Task ->
Every entry here should be copied exactly.
+--
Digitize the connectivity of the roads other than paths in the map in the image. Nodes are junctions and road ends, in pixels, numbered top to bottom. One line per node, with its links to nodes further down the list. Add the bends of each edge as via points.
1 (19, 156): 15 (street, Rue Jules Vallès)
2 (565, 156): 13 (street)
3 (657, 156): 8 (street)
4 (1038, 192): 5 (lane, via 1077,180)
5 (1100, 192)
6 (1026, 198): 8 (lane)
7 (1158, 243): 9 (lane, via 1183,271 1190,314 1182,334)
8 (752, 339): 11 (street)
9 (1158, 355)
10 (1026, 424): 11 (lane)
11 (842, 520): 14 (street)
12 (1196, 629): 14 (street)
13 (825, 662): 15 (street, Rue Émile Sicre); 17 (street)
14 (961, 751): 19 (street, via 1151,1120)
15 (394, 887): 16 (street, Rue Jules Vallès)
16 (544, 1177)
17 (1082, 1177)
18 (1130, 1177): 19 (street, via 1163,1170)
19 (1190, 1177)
+--
Expected answer ->
Digitize the connectivity of the roads other than paths in the map in the image. Nodes are junctions and road ends, in pixels, numbered top to bottom. One line per node, with its links to nodes further down the list. Add the bends of each edge as via points.
1 (19, 156): 15 (street, Rue Jules Vallès)
2 (565, 156): 13 (street)
3 (657, 156): 8 (street)
4 (1038, 192): 5 (lane, via 1077,180)
5 (1100, 192)
6 (1026, 198): 8 (lane)
7 (1158, 243): 9 (lane, via 1183,271 1190,314 1182,334)
8 (752, 339): 11 (street)
9 (1158, 355)
10 (1026, 424): 11 (lane)
11 (842, 520): 14 (street)
12 (1196, 629): 14 (street)
13 (825, 662): 15 (street, Rue Émile Sicre); 17 (street)
14 (961, 751): 19 (street, via 1151,1120)
15 (394, 887): 16 (street, Rue Jules Vallès)
16 (544, 1177)
17 (1082, 1177)
18 (1130, 1177): 19 (street, via 1163,1170)
19 (1190, 1177)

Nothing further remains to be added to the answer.